[[ DATASET EXCERPTS, beginning ]]
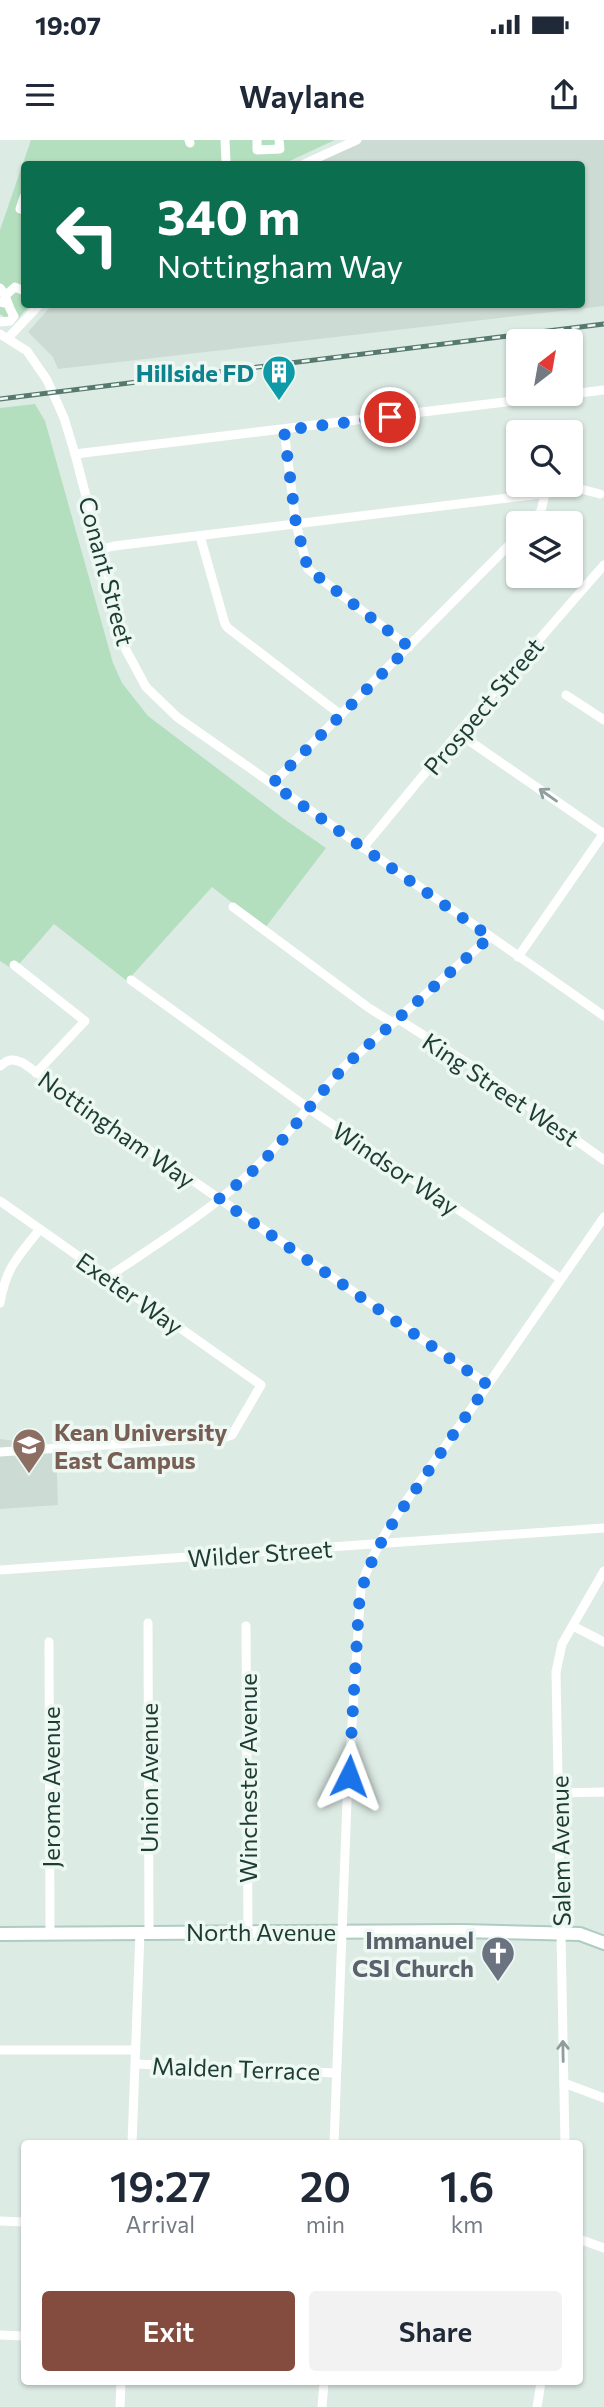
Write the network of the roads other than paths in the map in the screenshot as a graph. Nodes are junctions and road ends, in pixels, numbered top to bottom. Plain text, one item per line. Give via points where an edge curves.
1 (225, 140) edge
2 (257, 140) edge
3 (279, 140) edge
4 (357, 140) edge
5 (226, 161) dead end
6 (311, 161) edge
7 (21, 290) edge
8 (2, 295) edge
9 (36, 308) edge
10 (0, 322) edge
11 (4, 336) edge
12 (604, 390) edge
13 (284, 430) junction
14 (75, 454) junction
15 (583, 489) edge
16 (602, 492) edge
17 (520, 497) edge
18 (604, 504) edge
19 (296, 524) junction
20 (200, 536) junction
21 (506, 548) edge
22 (102, 549) junction
23 (604, 565) edge
24 (409, 647) junction
25 (566, 695) dead end
26 (341, 715) junction
27 (604, 720) edge
28 (458, 733) junction
29 (272, 784) junction
30 (604, 834) edge
31 (363, 848) junction
32 (233, 907) dead end
33 (490, 937) junction
34 (519, 957) junction
35 (14, 965) dead end
36 (131, 980) dead end
37 (604, 1016) edge
38 (396, 1021) junction
39 (0, 1066) edge
40 (36, 1073) junction
41 (308, 1108) junction
42 (604, 1160) edge
43 (219, 1199) junction
44 (0, 1201) edge
45 (604, 1217) edge
46 (40, 1229) junction
47 (108, 1277) junction
48 (561, 1279) junction
49 (0, 1303) edge
50 (488, 1385) junction
51 (0, 1452) edge
52 (604, 1528) edge
53 (379, 1544) junction
54 (0, 1570) edge
55 (604, 1571) edge
56 (148, 1623) dead end
57 (246, 1626) dead end
58 (573, 1626) junction
59 (49, 1642) dead end
60 (604, 1642) edge
61 (604, 1792) edge
62 (559, 1793) junction
63 (248, 1931) junction
64 (344, 1931) junction
65 (50, 1932) junction
66 (145, 1932) junction
67 (0, 1934) edge
68 (561, 1934) junction
69 (604, 1943) edge
70 (136, 2049) junction
71 (0, 2050) edge
72 (136, 2064) junction
73 (336, 2073) junction
74 (564, 2083) junction
75 (604, 2098) edge
76 (132, 2140) edge
77 (334, 2140) edge
78 (565, 2140) edge
79 (0, 2221) edge
80 (21, 2222) edge
81 (583, 2240) edge
82 (604, 2248) edge
83 (0, 2335) edge
84 (21, 2336) edge
85 (121, 2385) edge
86 (324, 2385) edge
87 (541, 2385) edge
88 (120, 2407) edge
89 (322, 2407) edge
90 (537, 2407) edge

1 - 5 street
2 - 3 street via 257,150 280,149
4 - 6 street
7 - 8 street via 15,287
8 - 10 street via 14,316
9 - 11 street
11 - 14 street, Conant Street via 27,351 47,380
12 - 13 street
13 - 14 street
13 - 19 street
14 - 22 street, Conant Street
15 - 16 street
16 - 18 street
17 - 19 street
19 - 20 street
19 - 24 street via 308,569
20 - 22 street
20 - 26 street via 228,628
21 - 24 street
22 - 29 street, Conant Street via 126,650 146,687 177,717
23 - 28 street, Prospect Street
24 - 26 street
25 - 27 street
26 - 29 street
30 -> 28 street
28 - 31 street, Prospect Street
29 - 31 street, Conant Street
30 - 34 street
31 - 33 street, Conant Street
32 - 38 street, King Street West via 369,1008
33 - 34 street, Conant Street
33 - 38 street
34 - 37 street, Conant Street
35 - 40 street via 85,1021
36 - 41 street, Windsor Way
38 - 41 street
38 - 42 street, King Street West via 472,1066
39 - 40 street, Nottingham Way via 14,1059
40 - 43 street, Nottingham Way
41 - 43 street via 268,1156
41 - 48 street, Windsor Way
43 - 47 street
43 - 50 street, Nottingham Way
44 - 46 street, Exeter Way
45 - 48 street
46 - 47 street, Exeter Way
46 - 49 street via 12,1265
47 - 51 street, Exeter Way via 261,1385 232,1435
48 - 50 street
50 - 53 street
52 - 53 street, Wilder Street
53 - 54 street, Wilder Street
53 - 64 street via 361,1587 359,1605
55 - 58 street, Salem Avenue
56 - 66 street, Union Avenue
57 - 63 street, Winchester Avenue
58 - 60 street
58 - 62 street, Salem Avenue via 562,1644 556,1672
59 - 65 street, Jerome Avenue
61 - 62 street
62 - 68 street, Salem Avenue
63 - 64 main road, North Avenue
63 - 66 main road, North Avenue
64 - 68 main road, North Avenue
64 - 73 street
65 - 66 main road, North Avenue
65 - 67 main road, North Avenue
66 - 70 street, Union Avenue
68 - 69 main road, North Avenue via 580,1934
74 -> 68 street, Salem Avenue
70 - 71 street
70 - 72 street, Union Avenue
72 - 73 street, Malden Terrace
72 - 76 street, Union Avenue
73 - 77 street
74 - 75 street
74 - 78 street, Salem Avenue
79 - 80 street
81 - 82 street
83 - 84 street
85 - 88 street
86 - 89 street
87 - 90 street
[[ DATASET EXCERPTS, end ]]
**EXERCISE REQUIREMENTS:**
Transcribe each entry exactly, pictures excluded.

**SOLUTION:**
Write the network of the roads other than paths in the map in the screenshot as a graph. Nodes are junctions and road ends, in pixels, numbered top to bottom. Plain text, one item per line. Give via points where an edge curves.
1 (225, 140) edge
2 (257, 140) edge
3 (279, 140) edge
4 (357, 140) edge
5 (226, 161) dead end
6 (311, 161) edge
7 (21, 290) edge
8 (2, 295) edge
9 (36, 308) edge
10 (0, 322) edge
11 (4, 336) edge
12 (604, 390) edge
13 (284, 430) junction
14 (75, 454) junction
15 (583, 489) edge
16 (602, 492) edge
17 (520, 497) edge
18 (604, 504) edge
19 (296, 524) junction
20 (200, 536) junction
21 (506, 548) edge
22 (102, 549) junction
23 (604, 565) edge
24 (409, 647) junction
25 (566, 695) dead end
26 (341, 715) junction
27 (604, 720) edge
28 (458, 733) junction
29 (272, 784) junction
30 (604, 834) edge
31 (363, 848) junction
32 (233, 907) dead end
33 (490, 937) junction
34 (519, 957) junction
35 (14, 965) dead end
36 (131, 980) dead end
37 (604, 1016) edge
38 (396, 1021) junction
39 (0, 1066) edge
40 (36, 1073) junction
41 (308, 1108) junction
42 (604, 1160) edge
43 (219, 1199) junction
44 (0, 1201) edge
45 (604, 1217) edge
46 (40, 1229) junction
47 (108, 1277) junction
48 (561, 1279) junction
49 (0, 1303) edge
50 (488, 1385) junction
51 (0, 1452) edge
52 (604, 1528) edge
53 (379, 1544) junction
54 (0, 1570) edge
55 (604, 1571) edge
56 (148, 1623) dead end
57 (246, 1626) dead end
58 (573, 1626) junction
59 (49, 1642) dead end
60 (604, 1642) edge
61 (604, 1792) edge
62 (559, 1793) junction
63 (248, 1931) junction
64 (344, 1931) junction
65 (50, 1932) junction
66 (145, 1932) junction
67 (0, 1934) edge
68 (561, 1934) junction
69 (604, 1943) edge
70 (136, 2049) junction
71 (0, 2050) edge
72 (136, 2064) junction
73 (336, 2073) junction
74 (564, 2083) junction
75 (604, 2098) edge
76 (132, 2140) edge
77 (334, 2140) edge
78 (565, 2140) edge
79 (0, 2221) edge
80 (21, 2222) edge
81 (583, 2240) edge
82 (604, 2248) edge
83 (0, 2335) edge
84 (21, 2336) edge
85 (121, 2385) edge
86 (324, 2385) edge
87 (541, 2385) edge
88 (120, 2407) edge
89 (322, 2407) edge
90 (537, 2407) edge

1 - 5 street
2 - 3 street via 257,150 280,149
4 - 6 street
7 - 8 street via 15,287
8 - 10 street via 14,316
9 - 11 street
11 - 14 street, Conant Street via 27,351 47,380
12 - 13 street
13 - 14 street
13 - 19 street
14 - 22 street, Conant Street
15 - 16 street
16 - 18 street
17 - 19 street
19 - 20 street
19 - 24 street via 308,569
20 - 22 street
20 - 26 street via 228,628
21 - 24 street
22 - 29 street, Conant Street via 126,650 146,687 177,717
23 - 28 street, Prospect Street
24 - 26 street
25 - 27 street
26 - 29 street
30 -> 28 street
28 - 31 street, Prospect Street
29 - 31 street, Conant Street
30 - 34 street
31 - 33 street, Conant Street
32 - 38 street, King Street West via 369,1008
33 - 34 street, Conant Street
33 - 38 street
34 - 37 street, Conant Street
35 - 40 street via 85,1021
36 - 41 street, Windsor Way
38 - 41 street
38 - 42 street, King Street West via 472,1066
39 - 40 street, Nottingham Way via 14,1059
40 - 43 street, Nottingham Way
41 - 43 street via 268,1156
41 - 48 street, Windsor Way
43 - 47 street
43 - 50 street, Nottingham Way
44 - 46 street, Exeter Way
45 - 48 street
46 - 47 street, Exeter Way
46 - 49 street via 12,1265
47 - 51 street, Exeter Way via 261,1385 232,1435
48 - 50 street
50 - 53 street
52 - 53 street, Wilder Street
53 - 54 street, Wilder Street
53 - 64 street via 361,1587 359,1605
55 - 58 street, Salem Avenue
56 - 66 street, Union Avenue
57 - 63 street, Winchester Avenue
58 - 60 street
58 - 62 street, Salem Avenue via 562,1644 556,1672
59 - 65 street, Jerome Avenue
61 - 62 street
62 - 68 street, Salem Avenue
63 - 64 main road, North Avenue
63 - 66 main road, North Avenue
64 - 68 main road, North Avenue
64 - 73 street
65 - 66 main road, North Avenue
65 - 67 main road, North Avenue
66 - 70 street, Union Avenue
68 - 69 main road, North Avenue via 580,1934
74 -> 68 street, Salem Avenue
70 - 71 street
70 - 72 street, Union Avenue
72 - 73 street, Malden Terrace
72 - 76 street, Union Avenue
73 - 77 street
74 - 75 street
74 - 78 street, Salem Avenue
79 - 80 street
81 - 82 street
83 - 84 street
85 - 88 street
86 - 89 street
87 - 90 street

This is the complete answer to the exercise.